A picture-free, exact copy of all the records below is the goal.

(Stored data)
══════
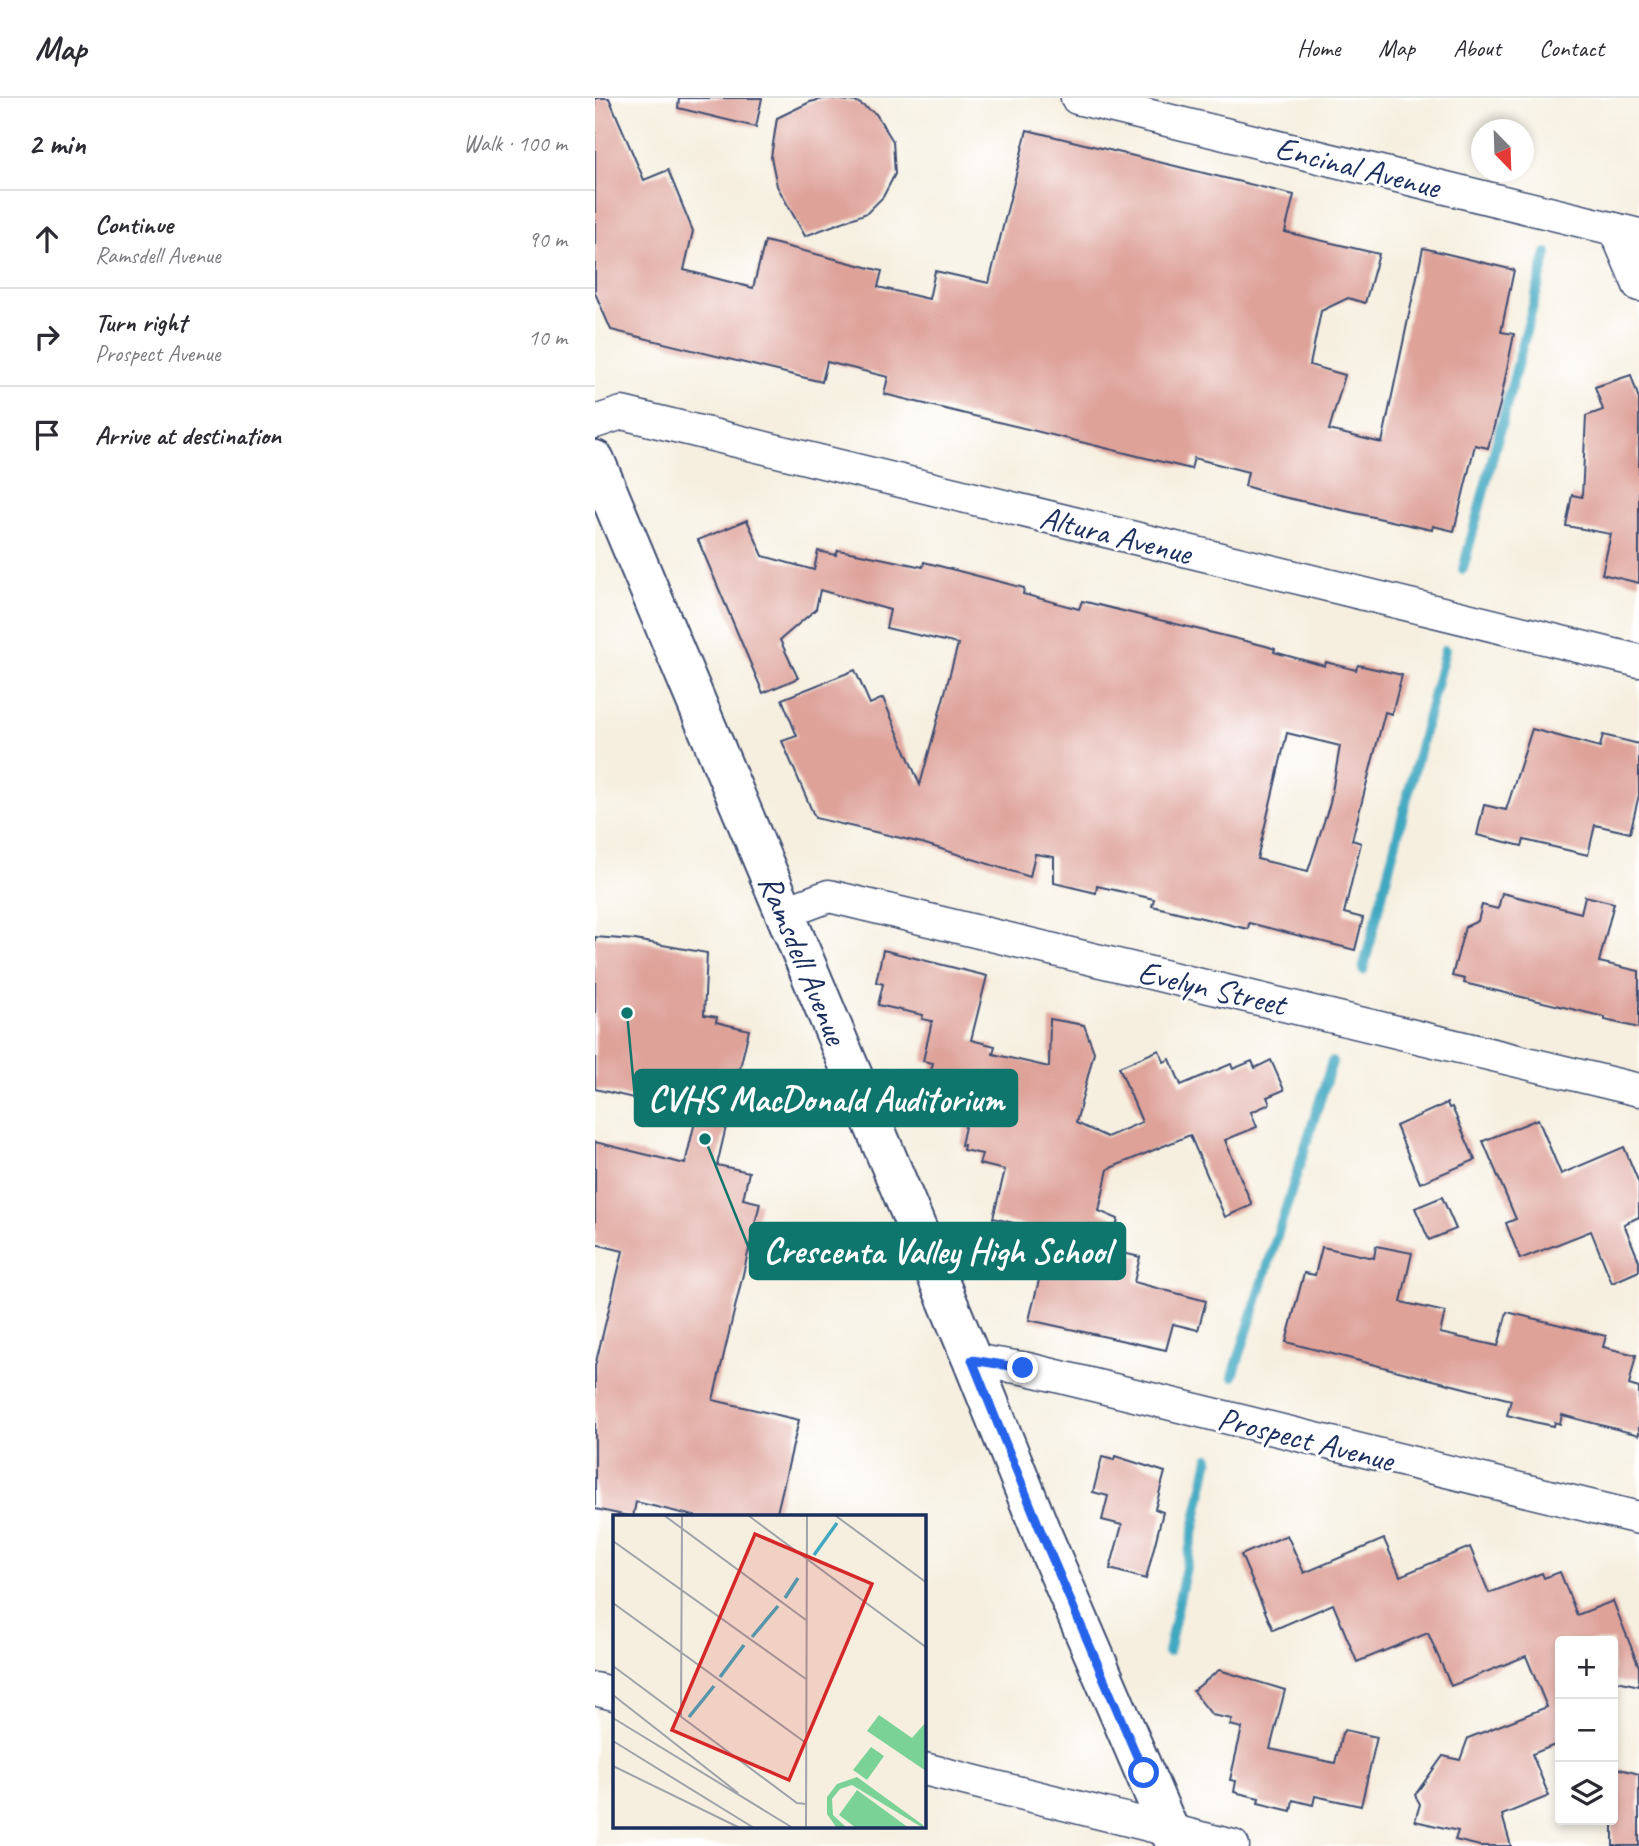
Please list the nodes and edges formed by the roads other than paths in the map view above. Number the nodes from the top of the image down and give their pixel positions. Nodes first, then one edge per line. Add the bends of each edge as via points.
1 (1077, 98) edge
2 (1627, 232) edge
3 (1639, 285) edge
4 (595, 422) edge
5 (595, 460) edge
6 (1639, 661) edge
7 (786, 912) junction
8 (1639, 1090) edge
9 (972, 1360) junction
10 (1639, 1518) edge
11 (595, 1689) edge
12 (613, 1693) edge
13 (926, 1770) edge
14 (1173, 1838) edge
15 (1233, 1846) edge

1 - 2 street, Encinal Avenue
2 - 3 street
4 - 6 street, Altura Avenue via 619,413
5 - 7 street, Ramsdell Avenue
7 - 8 street, Evelyn Street via 829,896
7 - 9 street, Ramsdell Avenue
9 - 10 street, Prospect Avenue via 1028,1369
9 - 14 street, Ramsdell Avenue
11 - 12 street
13 - 14 street
14 - 15 street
══════
== WORKED SOLUTION ==
Please list the nodes and edges formed by the roads other than paths in the map view above. Number the nodes from the top of the image down and give their pixel positions. Nodes first, then one edge per line. Add the bends of each edge as via points.
1 (1077, 98) edge
2 (1627, 232) edge
3 (1639, 285) edge
4 (595, 422) edge
5 (595, 460) edge
6 (1639, 661) edge
7 (786, 912) junction
8 (1639, 1090) edge
9 (972, 1360) junction
10 (1639, 1518) edge
11 (595, 1689) edge
12 (613, 1693) edge
13 (926, 1770) edge
14 (1173, 1838) edge
15 (1233, 1846) edge

1 - 2 street, Encinal Avenue
2 - 3 street
4 - 6 street, Altura Avenue via 619,413
5 - 7 street, Ramsdell Avenue
7 - 8 street, Evelyn Street via 829,896
7 - 9 street, Ramsdell Avenue
9 - 10 street, Prospect Avenue via 1028,1369
9 - 14 street, Ramsdell Avenue
11 - 12 street
13 - 14 street
14 - 15 street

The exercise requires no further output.